Un projet phare pour les droits humains au Tchad
Le 28 mai, à N’Djamena, le bureau pays du Haut-Commissariat des Nations Unies aux droits de l’homme a réuni les acteurs clés d’un projet ambitieux : l’évaluation des trois années d’accompagnement dédié aux organisations de la société civile tchadiennes.
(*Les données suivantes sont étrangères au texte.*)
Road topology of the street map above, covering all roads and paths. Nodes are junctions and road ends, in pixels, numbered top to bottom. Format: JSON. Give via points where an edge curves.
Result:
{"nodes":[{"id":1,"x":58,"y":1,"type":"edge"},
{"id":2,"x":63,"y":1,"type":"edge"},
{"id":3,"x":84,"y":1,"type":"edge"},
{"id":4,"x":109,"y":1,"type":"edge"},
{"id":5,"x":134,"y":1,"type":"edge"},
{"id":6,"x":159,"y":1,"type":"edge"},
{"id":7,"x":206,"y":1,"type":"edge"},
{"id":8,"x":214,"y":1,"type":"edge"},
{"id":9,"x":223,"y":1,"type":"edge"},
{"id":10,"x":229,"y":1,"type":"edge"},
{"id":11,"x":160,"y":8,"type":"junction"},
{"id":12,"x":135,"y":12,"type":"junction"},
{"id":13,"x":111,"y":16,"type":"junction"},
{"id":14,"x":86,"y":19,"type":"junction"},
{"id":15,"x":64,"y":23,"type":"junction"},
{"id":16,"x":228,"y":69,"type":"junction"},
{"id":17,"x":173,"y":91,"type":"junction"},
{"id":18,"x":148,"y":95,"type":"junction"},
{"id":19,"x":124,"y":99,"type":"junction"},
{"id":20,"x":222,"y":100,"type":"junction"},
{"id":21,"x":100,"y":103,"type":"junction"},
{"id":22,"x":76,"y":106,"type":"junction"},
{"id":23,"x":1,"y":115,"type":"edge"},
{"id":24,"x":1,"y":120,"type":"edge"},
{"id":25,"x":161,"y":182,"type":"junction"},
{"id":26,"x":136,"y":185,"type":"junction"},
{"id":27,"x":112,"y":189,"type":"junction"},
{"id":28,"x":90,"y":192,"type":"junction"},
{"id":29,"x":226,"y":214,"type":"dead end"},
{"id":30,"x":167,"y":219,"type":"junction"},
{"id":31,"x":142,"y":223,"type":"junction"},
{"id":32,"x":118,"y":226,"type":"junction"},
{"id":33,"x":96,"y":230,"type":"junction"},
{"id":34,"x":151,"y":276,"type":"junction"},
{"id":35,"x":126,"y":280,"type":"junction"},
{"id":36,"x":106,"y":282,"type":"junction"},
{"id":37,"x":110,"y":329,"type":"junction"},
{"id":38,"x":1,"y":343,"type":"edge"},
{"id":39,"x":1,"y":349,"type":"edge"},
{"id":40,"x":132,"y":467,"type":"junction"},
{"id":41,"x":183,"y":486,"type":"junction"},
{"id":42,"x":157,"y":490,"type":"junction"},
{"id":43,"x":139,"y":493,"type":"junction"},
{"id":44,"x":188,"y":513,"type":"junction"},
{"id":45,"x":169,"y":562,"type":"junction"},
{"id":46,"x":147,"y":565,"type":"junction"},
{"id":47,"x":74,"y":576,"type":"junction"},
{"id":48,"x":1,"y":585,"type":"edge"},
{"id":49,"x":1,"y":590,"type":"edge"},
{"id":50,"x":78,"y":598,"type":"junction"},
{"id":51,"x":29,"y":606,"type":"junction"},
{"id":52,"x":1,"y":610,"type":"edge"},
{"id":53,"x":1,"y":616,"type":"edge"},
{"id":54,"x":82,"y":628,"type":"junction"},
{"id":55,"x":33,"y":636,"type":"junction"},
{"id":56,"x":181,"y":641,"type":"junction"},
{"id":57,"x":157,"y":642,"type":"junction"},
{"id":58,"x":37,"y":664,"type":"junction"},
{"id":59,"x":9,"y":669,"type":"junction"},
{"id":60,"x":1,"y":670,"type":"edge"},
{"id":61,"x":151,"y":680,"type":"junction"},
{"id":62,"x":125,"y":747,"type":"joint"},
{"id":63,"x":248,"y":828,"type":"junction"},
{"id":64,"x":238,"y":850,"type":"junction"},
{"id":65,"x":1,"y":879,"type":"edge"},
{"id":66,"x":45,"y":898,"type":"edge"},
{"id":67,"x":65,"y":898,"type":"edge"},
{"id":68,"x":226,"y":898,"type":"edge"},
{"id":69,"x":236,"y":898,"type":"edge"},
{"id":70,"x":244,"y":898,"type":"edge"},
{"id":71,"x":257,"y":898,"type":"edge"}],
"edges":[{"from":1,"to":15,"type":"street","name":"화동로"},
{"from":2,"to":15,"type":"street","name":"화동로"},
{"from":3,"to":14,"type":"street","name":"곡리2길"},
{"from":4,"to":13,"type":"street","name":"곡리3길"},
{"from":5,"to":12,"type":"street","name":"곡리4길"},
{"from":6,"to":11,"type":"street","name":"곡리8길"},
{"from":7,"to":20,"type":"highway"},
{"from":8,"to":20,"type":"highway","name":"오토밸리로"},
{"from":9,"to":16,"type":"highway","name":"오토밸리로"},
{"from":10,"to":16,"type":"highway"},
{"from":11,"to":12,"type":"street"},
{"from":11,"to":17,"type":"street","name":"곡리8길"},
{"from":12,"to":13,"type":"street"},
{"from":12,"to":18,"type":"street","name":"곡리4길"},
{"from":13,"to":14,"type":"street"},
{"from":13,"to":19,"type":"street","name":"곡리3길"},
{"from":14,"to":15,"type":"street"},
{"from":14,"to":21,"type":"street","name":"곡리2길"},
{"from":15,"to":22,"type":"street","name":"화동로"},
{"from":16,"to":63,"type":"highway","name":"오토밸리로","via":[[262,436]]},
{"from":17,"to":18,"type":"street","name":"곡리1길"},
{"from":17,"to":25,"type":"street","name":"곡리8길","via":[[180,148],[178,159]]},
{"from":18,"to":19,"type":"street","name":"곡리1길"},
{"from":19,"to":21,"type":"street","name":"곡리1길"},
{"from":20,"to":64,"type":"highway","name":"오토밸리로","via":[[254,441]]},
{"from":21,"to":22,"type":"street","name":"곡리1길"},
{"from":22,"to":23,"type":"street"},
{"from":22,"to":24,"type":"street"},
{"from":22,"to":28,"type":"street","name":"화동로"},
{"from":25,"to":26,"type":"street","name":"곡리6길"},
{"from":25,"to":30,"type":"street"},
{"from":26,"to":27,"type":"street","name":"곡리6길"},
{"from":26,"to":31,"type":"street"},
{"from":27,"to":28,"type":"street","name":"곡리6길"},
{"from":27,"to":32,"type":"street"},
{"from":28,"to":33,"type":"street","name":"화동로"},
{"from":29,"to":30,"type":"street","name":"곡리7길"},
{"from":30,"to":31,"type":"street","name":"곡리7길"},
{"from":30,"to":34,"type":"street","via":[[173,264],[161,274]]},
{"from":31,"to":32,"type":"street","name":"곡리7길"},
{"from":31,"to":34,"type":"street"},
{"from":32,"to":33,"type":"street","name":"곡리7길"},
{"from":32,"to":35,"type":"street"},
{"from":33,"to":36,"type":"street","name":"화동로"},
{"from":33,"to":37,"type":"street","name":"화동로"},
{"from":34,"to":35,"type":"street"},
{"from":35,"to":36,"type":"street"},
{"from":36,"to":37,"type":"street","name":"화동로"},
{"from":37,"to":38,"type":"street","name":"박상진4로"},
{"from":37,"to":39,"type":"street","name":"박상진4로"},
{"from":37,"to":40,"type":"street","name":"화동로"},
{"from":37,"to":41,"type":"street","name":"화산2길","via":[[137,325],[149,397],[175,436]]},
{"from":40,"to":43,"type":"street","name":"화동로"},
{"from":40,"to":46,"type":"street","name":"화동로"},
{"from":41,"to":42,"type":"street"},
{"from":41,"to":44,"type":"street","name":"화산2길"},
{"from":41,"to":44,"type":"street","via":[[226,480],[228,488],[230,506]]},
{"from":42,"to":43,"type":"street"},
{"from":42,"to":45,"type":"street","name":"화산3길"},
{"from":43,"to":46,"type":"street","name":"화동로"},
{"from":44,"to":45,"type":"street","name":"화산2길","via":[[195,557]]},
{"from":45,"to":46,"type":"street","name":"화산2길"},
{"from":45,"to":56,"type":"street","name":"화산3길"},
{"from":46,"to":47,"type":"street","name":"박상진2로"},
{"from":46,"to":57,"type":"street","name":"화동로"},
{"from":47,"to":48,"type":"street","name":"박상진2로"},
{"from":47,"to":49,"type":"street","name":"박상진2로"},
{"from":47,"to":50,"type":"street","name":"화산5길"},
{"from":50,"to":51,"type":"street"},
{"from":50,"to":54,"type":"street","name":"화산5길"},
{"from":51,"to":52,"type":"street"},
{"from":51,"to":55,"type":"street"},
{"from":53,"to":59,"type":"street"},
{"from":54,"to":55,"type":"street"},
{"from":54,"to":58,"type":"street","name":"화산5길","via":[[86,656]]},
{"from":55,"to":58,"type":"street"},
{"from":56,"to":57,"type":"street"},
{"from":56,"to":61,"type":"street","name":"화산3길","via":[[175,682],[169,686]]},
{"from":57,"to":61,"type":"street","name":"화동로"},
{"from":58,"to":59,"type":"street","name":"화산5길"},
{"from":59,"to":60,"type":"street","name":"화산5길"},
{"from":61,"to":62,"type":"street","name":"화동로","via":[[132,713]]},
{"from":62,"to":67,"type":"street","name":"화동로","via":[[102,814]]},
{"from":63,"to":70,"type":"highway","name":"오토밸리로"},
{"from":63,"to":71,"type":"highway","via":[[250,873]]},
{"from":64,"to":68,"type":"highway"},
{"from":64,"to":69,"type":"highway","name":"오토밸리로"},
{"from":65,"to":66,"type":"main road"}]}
Intitulé « Soutien aux associations locales pour la promotion des droits humains et la protection des défenseurs », ce programme, lancé en mai 2023 et financé par l’Union européenne, a marqué un tournant dans la lutte pour les libertés fondamentales au Tchad.
Treize structures locales ont ainsi pu renforcer leurs actions, bénéficiant d’un appui concret pour amplifier leur impact sur le terrain. Lors de cet atelier, les représentants des institutions internationales et les partenaires locaux ont souligné l’importance cruciale de ces acteurs dans un contexte où les défis sécuritaires et institutionnels menacent l’espace civique.
Un engagement salué par les institutions internationales
Félix Ahouansou, représentant du Haut-Commissariat des Nations Unies aux droits de l’homme au Tchad, a exprimé sa gratitude envers l’Union européenne pour son soutien indéfectible. Il a rappelé que ce projet, dont la fin est prévue pour juin 2026, s’inscrit dans une démarche de consolidation de l’État de droit et de respect des droits fondamentaux. « Les défenseurs des droits humains jouent un rôle essentiel dans ce processus », a-t-il déclaré, tout en évoquant les obstacles persistants : contraintes administratives, rétrécissement de l’espace d’expression, et menaces sur la sécurité des militants.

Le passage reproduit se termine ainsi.